エアコンの効いた部屋でぬくぬくと昼寝をしている猫たちを見ながら・・・
猫のご飯を玄関先へ置いた。
人は心が先に動く時がある、今がまさにそれだ。
私は無力だが助けてくれる人はいる
そっと置いたご飯にまたミルクティー色の猫がやってきて
ニャゴニャゴ言いながらそれはそれは美味しそうにご飯を食べて行った。
またおいで、なんとかしてあげるから。
空っぽになった器をみながら私は決断した。

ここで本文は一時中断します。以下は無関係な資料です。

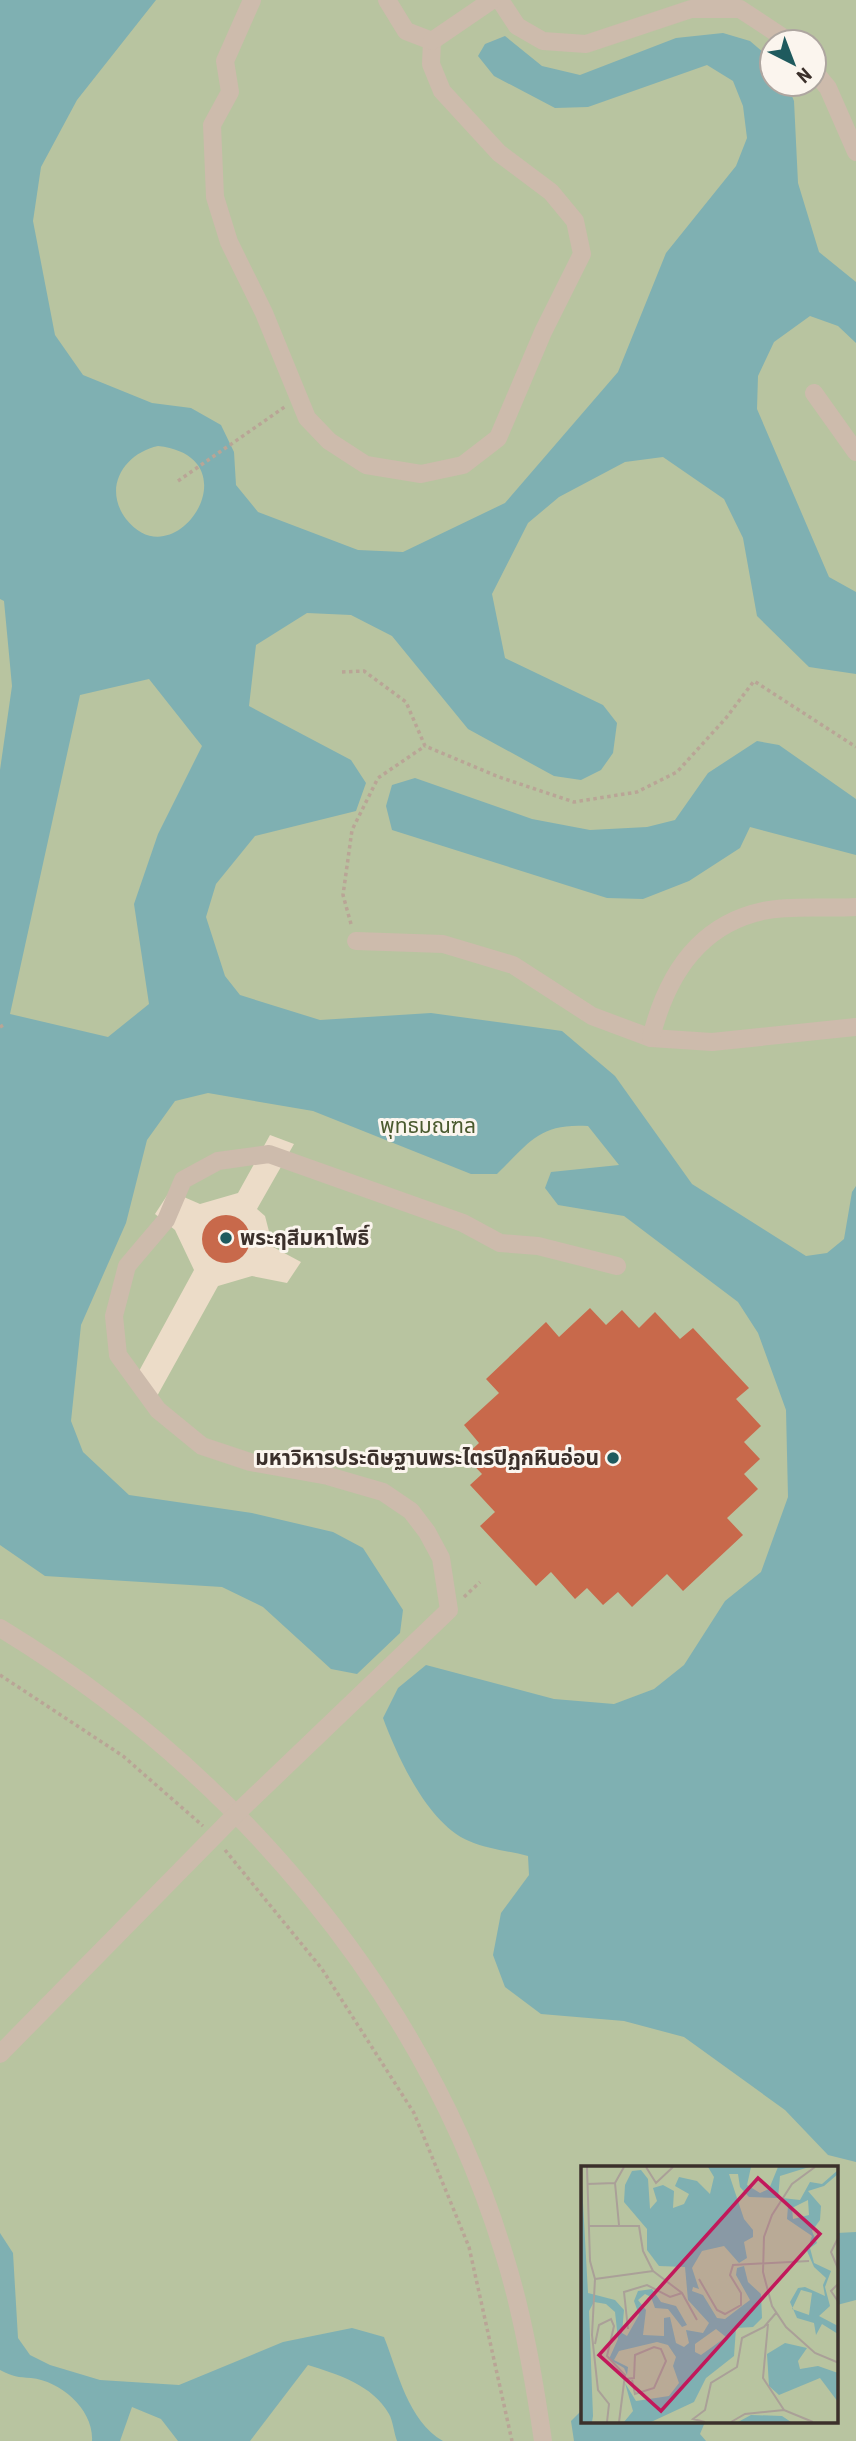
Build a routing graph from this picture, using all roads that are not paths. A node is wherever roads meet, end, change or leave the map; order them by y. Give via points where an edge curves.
1 (252, 0) edge
2 (387, 0) edge
3 (492, 0) edge
4 (500, 0) edge
5 (769, 28) edge
6 (432, 41) junction
7 (828, 88) edge
8 (856, 152) edge
9 (814, 393) dead end
10 (856, 452) edge
11 (856, 907) edge
12 (356, 941) road end
13 (856, 1027) edge
14 (651, 1038) junction
15 (617, 1266) dead end
16 (0, 1628) edge
17 (237, 1813) junction
18 (0, 2054) edge
19 (543, 2441) edge

1 - 6 lane via 225,61 230,92 212,125 215,197 229,242 307,418 329,441 366,465 421,474 463,466 498,438 582,254 575,221 551,192 499,153 442,92 431,64
2 - 6 lane via 406,32
3 - 6 lane
4 - 5 lane via 517,26 543,41 586,44 691,9 740,9
7 - 8 lane
9 - 10 lane
11 - 14 lane via 764,911 713,931 682,965 659,1006
12 - 14 lane via 443,944 513,965 592,1016
13 - 14 lane via 712,1042
15 - 17 lane via 538,1246 500,1243 463,1223 269,1154 218,1161 183,1180 166,1220 127,1266 114,1316 118,1355 158,1410 202,1446 250,1462 361,1484 411,1511 441,1558 449,1610
16 - 17 lane via 132,1718
17 - 18 lane
17 - 19 lane via 293,1875 350,1950 406,2035 447,2109 505,2256

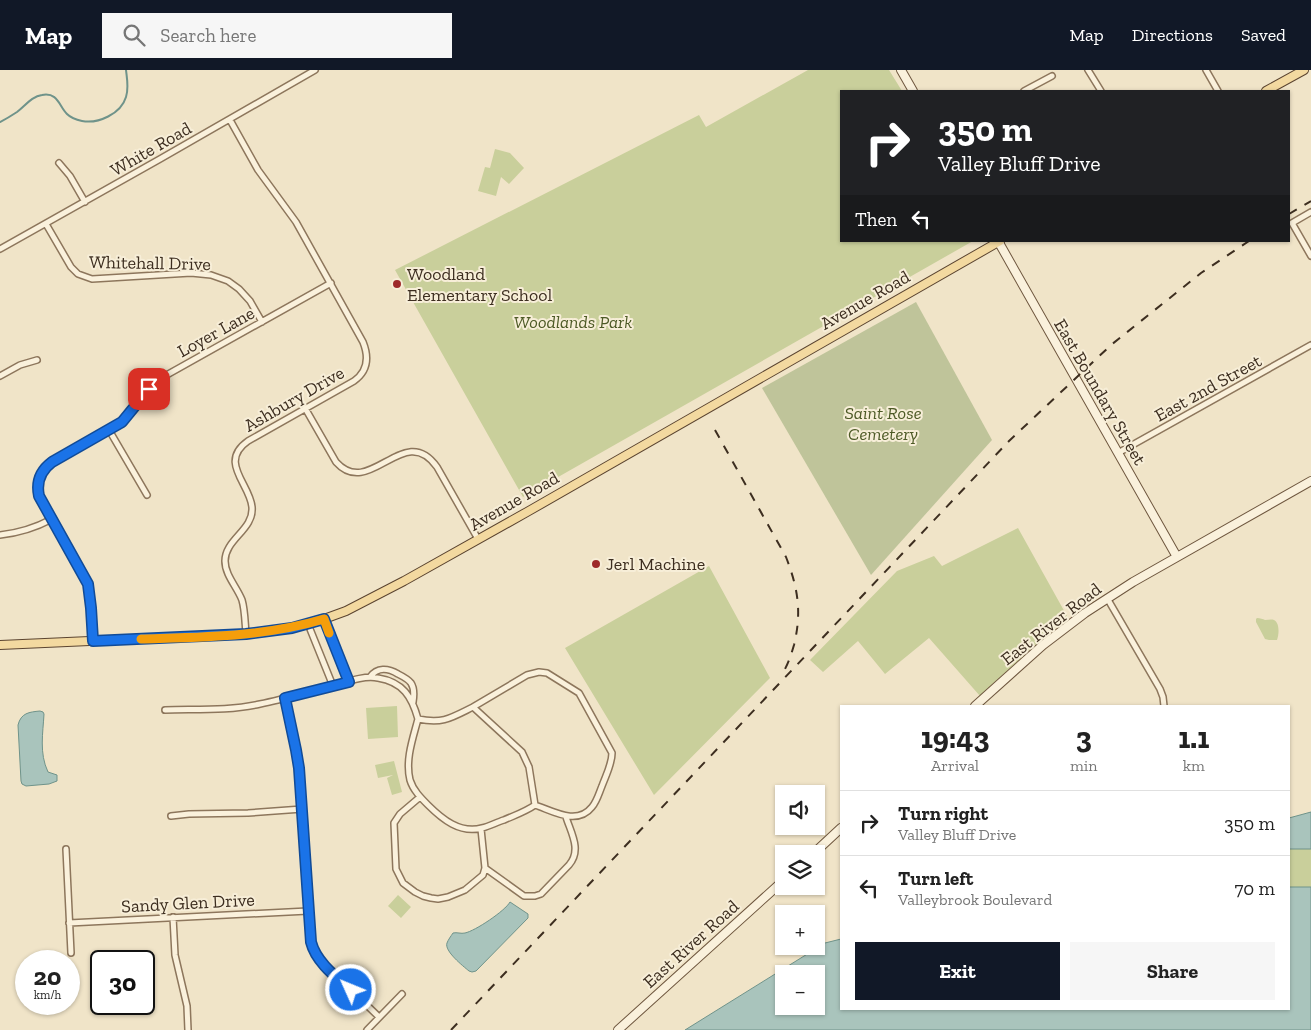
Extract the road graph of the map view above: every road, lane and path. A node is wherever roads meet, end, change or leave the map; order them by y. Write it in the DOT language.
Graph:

なんとか家族を見つけてあげよう。
そうして、動物病院の先生たちに協力してもらい・・
捕獲器を設置し・・出会ってから2ヶ月・・ようやくミルクティー色の猫は我が家のリビングで時を過ごすようになった
完全に警戒心丸出しだった日から・・今日で6日が過ぎた。
初めて手から食べた。
まだまだ警戒心はあるけど、体を触らせてくれるようになり、シャーシャーの数も減り始めてる
きっときみにぴったりの家族が見つかるよ。
だからそれまでのんびりしていたらいい。もう誰もきみを追い払ったりしないよ。
「動物と仲良くしたかったら相手が来るまで待つんだよ。辛抱!これが近道。」
父はどんな動物とも打ち解けれる魔法の持ち主だった。
私もそうなれるだろうか。
父の姿を見ることはもうないけれど、父の想いや言葉は私の中に残ってる、そしてそれは息子へきっと受け継がれる。
ミルクティー色の猫のおかげで父の想いを感じることができた。きっと我が家に現れ出たのにも意味があるんだなぁ・・なんて思いながら、眠りにつくとしよう。今日もいい1日だった。